Swans’ reputation for aggression examined

The study was carried out in Dumfries and Galloway and Gloucestershire

A study into the reputation for “aggressiveness” of swans has found they are more likely to be hostile to their own kind than to other birds.

The University of Exeter and Wildfowl and Wetlands Trust (WWT) research was carried out at sites in Gloucestershire and Dumfries and Galloway.

Three species of swan – mute, whooper and Bewick’s – were all most frequently aggressive to other swans.

The WWT said this made “ecological sense” in the fight for food sources.

The research was undertaken to better understand how swan behaviour affects other waterbirds over winter.

Dr Kevin Wood, from the WWT, said: “We know that swans have a reputation for aggressiveness but some of us suspected that in reality a lot of the aggression was directed towards other swans rather than smaller birds such as ducks or geese.

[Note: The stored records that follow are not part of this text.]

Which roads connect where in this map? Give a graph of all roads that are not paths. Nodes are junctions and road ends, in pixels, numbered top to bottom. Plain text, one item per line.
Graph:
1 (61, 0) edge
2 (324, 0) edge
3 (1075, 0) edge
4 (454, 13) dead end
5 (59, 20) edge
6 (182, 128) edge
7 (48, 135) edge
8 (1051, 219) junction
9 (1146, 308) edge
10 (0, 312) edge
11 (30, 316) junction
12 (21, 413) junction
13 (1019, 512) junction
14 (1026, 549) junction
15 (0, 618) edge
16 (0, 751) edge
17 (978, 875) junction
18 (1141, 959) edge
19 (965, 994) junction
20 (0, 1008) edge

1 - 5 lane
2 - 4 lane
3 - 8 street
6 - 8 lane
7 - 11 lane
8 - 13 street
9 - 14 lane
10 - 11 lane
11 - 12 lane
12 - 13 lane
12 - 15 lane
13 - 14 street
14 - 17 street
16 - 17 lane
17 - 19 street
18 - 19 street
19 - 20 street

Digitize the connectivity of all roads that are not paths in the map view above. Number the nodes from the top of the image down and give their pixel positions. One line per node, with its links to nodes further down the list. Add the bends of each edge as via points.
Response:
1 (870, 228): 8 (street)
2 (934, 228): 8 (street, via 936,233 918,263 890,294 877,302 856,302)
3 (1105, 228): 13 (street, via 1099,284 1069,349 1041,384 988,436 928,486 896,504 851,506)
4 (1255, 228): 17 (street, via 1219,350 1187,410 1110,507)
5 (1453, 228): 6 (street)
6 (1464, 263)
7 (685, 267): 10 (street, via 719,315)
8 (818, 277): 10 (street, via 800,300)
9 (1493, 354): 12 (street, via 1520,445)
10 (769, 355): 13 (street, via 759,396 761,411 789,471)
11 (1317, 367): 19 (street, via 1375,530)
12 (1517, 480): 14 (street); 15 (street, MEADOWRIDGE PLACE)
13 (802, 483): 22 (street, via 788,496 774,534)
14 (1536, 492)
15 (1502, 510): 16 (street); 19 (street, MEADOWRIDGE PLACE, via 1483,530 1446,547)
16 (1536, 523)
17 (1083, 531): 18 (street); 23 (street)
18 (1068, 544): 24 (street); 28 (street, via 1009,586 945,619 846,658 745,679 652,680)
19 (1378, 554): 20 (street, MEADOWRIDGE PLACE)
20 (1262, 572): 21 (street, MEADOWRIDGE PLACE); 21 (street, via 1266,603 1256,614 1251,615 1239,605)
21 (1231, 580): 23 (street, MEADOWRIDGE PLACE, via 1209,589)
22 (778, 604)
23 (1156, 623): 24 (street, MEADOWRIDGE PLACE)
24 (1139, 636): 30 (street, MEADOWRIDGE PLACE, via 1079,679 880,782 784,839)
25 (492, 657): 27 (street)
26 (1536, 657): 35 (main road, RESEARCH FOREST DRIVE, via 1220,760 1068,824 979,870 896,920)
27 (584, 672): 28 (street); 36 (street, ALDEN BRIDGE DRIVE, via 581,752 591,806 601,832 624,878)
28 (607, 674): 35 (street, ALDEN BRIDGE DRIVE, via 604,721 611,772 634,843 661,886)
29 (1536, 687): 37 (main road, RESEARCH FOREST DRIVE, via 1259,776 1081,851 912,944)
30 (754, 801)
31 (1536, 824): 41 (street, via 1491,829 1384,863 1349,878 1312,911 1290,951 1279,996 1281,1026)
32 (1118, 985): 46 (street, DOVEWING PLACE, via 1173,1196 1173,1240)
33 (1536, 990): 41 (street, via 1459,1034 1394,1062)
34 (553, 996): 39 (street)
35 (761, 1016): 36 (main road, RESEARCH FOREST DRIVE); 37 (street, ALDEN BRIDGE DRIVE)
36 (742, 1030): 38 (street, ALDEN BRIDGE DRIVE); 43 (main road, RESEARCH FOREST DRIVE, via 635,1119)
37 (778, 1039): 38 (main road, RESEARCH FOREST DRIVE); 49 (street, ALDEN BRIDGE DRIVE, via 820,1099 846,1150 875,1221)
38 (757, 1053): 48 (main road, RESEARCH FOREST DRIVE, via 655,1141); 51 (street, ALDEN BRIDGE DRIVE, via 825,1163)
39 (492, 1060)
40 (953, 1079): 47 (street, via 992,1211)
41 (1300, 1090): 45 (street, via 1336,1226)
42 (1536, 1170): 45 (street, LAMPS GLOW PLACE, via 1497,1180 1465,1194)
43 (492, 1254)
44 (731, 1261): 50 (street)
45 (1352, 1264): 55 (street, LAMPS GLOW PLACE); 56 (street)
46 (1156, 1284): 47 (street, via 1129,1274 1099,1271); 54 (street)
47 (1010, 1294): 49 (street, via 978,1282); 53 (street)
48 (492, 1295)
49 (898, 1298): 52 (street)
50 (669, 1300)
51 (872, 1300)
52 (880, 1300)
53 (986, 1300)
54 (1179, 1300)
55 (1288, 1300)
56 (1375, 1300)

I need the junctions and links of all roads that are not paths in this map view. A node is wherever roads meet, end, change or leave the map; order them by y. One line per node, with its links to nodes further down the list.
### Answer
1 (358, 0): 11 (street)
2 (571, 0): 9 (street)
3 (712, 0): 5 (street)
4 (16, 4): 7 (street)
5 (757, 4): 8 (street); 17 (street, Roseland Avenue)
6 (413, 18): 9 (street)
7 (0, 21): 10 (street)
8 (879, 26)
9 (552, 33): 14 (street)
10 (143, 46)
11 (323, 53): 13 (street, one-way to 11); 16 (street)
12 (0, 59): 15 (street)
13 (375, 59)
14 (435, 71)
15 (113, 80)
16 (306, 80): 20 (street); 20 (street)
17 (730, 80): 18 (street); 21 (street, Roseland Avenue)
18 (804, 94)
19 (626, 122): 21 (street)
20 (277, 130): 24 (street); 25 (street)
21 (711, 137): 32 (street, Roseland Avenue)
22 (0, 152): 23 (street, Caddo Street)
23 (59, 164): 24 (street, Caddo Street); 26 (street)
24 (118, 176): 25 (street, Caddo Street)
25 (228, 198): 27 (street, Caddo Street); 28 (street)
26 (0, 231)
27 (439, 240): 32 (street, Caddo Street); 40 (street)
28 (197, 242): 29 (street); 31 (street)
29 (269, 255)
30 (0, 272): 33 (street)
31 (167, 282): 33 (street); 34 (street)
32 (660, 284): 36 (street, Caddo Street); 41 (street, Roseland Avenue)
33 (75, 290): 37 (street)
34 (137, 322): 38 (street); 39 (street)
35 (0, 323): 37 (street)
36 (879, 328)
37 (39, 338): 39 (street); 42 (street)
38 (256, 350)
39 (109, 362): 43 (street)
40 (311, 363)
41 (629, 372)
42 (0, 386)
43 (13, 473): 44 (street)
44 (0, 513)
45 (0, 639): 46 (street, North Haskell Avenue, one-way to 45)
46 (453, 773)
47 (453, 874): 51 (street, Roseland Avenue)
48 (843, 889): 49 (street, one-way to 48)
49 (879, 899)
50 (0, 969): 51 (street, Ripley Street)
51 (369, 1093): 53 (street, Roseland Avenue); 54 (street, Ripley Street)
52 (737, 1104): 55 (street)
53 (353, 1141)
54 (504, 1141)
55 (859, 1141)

“To test that idea, we recruited some great students who used the webcams at Slimbridge and Caerlaverock to collect behavioural data on aggressive interactions between the various waterbirds at those sites over the past two winters.

“Our suspicions were right.”

He said almost all of the waterbird species in the study were most aggressive towards their own kind which was likely to be because they were the “greatest competition for food and other resources”.

“It’s valuable to finally have the data to show that, and it’s another rung on the ladder of better-informed judgment on swans,” he added.

The study was carried out by monitoring live-stream webcams on reserves at WWT Slimbridge Wetland Centre in Gloucestershire and WWT Caerlaverock Wetland Centre near Dumfries over the past two years.